## Your task
The answer must consist of every line in the records below that contains the string "Left".

Items listed in a dataset:
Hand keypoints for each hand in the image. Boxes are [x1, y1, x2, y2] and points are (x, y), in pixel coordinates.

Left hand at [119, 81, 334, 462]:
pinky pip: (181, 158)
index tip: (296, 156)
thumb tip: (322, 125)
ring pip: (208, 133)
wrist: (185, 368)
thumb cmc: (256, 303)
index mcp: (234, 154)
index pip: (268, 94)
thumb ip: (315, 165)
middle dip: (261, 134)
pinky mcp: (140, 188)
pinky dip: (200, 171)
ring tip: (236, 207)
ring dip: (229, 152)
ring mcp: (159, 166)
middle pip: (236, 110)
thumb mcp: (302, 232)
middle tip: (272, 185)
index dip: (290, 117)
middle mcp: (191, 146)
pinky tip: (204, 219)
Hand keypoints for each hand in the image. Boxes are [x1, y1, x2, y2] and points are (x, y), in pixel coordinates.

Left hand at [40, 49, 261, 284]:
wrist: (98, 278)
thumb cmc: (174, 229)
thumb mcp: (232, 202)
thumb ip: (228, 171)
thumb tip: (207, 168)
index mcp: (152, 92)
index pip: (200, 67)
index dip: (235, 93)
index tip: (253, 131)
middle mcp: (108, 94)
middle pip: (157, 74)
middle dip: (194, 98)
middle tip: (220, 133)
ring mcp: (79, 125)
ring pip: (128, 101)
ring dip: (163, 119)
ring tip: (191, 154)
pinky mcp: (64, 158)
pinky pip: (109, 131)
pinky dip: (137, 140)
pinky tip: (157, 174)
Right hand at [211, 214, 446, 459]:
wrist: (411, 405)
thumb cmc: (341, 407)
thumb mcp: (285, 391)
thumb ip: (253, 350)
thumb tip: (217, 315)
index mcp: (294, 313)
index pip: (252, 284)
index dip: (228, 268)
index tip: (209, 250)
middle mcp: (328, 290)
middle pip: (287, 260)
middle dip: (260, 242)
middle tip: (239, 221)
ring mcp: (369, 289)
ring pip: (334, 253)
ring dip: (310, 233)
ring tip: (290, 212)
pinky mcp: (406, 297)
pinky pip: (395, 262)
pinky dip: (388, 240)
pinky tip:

--

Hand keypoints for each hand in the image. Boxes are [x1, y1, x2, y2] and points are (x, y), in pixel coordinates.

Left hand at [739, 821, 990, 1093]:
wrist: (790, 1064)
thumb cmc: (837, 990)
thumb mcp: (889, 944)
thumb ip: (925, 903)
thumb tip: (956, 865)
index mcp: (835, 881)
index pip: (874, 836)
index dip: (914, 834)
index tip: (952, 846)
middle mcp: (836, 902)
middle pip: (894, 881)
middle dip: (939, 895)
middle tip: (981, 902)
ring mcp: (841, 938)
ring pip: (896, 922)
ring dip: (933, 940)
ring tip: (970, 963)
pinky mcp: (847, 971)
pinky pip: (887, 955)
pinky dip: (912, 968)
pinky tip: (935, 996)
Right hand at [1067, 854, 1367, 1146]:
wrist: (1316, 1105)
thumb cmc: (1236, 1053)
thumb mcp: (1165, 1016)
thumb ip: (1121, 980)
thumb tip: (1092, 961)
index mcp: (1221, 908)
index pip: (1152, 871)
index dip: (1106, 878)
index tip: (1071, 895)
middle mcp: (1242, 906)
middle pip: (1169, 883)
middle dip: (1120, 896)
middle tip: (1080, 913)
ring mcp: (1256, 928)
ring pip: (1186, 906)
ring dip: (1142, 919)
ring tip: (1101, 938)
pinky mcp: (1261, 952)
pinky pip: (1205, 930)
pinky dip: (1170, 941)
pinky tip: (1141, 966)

## Solution to this exercise
Left hand at [119, 81, 334, 462]:
Left hand at [40, 49, 261, 284]:
Left hand at [739, 821, 990, 1093]:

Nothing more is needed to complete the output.